Memory Regions in ELF

  • Peter commented.

  • The key issue is that attribute(section) now can be merged by the compiler.

  • Proposal to create a mapping to memory regions and allow selection specific ones.

Enable non contiguous regions in LLD (Daniel)

  • There is the RFC and a patch for automatic placement to distribute across regions.

  • Peter: Is it possible to get “cycles” that never converge? → no, there is a mechanism to ensure progress or link failure.

  • Scott: RFC: Support for Memory Regions in ELF This is something I have worked on in the past to address section placement overflow particularly when working with non-contiguous memory regions e.g.

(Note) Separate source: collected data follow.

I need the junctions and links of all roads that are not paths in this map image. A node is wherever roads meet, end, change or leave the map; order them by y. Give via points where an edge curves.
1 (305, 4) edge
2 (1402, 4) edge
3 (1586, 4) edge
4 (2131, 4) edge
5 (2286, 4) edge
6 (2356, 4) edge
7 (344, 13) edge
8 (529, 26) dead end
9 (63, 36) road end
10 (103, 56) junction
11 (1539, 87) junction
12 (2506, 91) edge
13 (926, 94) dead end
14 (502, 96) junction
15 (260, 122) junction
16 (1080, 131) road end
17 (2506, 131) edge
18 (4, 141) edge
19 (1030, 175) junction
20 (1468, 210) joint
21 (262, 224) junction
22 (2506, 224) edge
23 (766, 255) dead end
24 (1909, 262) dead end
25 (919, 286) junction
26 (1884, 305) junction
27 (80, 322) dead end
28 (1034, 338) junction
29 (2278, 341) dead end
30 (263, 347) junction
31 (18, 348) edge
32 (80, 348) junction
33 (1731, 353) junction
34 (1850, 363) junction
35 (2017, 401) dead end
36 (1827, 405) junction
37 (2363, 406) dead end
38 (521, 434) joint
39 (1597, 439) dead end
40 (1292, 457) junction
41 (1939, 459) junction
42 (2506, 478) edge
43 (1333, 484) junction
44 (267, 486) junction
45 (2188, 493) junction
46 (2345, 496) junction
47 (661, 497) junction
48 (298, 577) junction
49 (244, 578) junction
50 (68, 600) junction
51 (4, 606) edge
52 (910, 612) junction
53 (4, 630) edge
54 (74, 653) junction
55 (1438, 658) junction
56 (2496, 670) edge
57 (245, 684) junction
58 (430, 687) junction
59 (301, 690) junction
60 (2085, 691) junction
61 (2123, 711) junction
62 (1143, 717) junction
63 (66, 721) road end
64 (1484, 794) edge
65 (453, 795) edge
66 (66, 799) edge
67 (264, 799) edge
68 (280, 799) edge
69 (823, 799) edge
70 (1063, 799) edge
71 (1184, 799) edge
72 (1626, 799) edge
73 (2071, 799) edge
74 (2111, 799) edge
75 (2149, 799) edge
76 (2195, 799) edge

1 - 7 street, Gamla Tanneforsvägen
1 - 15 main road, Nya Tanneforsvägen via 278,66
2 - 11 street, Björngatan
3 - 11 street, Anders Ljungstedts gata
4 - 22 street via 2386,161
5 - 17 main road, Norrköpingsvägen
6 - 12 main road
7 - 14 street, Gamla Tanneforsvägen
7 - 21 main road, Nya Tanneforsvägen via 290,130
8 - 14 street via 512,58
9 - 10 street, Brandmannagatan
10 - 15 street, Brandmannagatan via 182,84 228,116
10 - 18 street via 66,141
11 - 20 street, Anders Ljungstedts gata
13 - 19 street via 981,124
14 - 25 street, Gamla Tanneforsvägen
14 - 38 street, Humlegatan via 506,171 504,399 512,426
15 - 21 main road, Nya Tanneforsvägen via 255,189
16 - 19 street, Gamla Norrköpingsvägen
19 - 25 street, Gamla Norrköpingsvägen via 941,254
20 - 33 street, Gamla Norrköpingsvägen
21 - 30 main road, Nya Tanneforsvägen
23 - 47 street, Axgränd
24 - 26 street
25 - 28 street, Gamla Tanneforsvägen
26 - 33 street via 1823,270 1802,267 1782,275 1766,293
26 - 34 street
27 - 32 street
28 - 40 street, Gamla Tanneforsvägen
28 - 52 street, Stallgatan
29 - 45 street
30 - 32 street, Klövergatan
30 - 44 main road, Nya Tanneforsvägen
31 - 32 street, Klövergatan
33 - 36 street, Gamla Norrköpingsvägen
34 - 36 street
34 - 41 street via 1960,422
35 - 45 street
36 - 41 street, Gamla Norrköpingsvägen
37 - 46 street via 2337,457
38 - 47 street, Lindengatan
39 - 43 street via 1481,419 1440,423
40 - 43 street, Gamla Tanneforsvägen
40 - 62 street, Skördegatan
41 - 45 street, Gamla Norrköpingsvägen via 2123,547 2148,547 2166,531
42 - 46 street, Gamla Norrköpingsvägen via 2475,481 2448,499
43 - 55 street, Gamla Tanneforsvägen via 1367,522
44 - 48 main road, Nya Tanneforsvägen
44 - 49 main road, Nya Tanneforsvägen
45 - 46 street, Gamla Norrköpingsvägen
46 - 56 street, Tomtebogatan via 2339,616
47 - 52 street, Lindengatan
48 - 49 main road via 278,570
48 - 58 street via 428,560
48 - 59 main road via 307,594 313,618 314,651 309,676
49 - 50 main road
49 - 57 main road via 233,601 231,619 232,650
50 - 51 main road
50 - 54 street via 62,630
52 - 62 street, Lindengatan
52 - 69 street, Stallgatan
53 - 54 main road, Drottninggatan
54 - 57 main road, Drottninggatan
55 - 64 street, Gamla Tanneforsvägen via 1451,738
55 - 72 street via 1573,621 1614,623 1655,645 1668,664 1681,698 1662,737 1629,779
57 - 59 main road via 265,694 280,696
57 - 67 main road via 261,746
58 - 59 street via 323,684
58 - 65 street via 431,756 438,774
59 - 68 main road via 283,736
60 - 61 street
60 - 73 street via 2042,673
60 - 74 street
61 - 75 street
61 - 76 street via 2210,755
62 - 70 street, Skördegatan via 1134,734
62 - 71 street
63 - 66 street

ARM’s SRAM_L and SRAM_U - Prior Art Database - IP.com.

Debugging LTO (Todd)

  • (Peter) there may be multiple dimensions to the problem:

    • Debug info?

    • Difference in behaviour?

    • Code removed?

  • Peter: General recommendation may be to “bisec” split LTO non-LTO pieces of build and gradually move into the LTO scope.

  • Other experience:

    • Scott

      • Debug info usually is OK

      • There is the memory region problem - cannot palace where needed.

    • Paul

      • Usually the code has a lot of bad assumptions about inlining, changes across TUs.

      • How to debug: save-temps/IR between passes - similar to debugging a compiler. GCC is a bit easier to use because of the different LTO model.

      • Optimisation marks can also be used, e.g. for tracking of inlining.

  • Todd: Can we provide before/after views to simplify debugging to show the user what happened?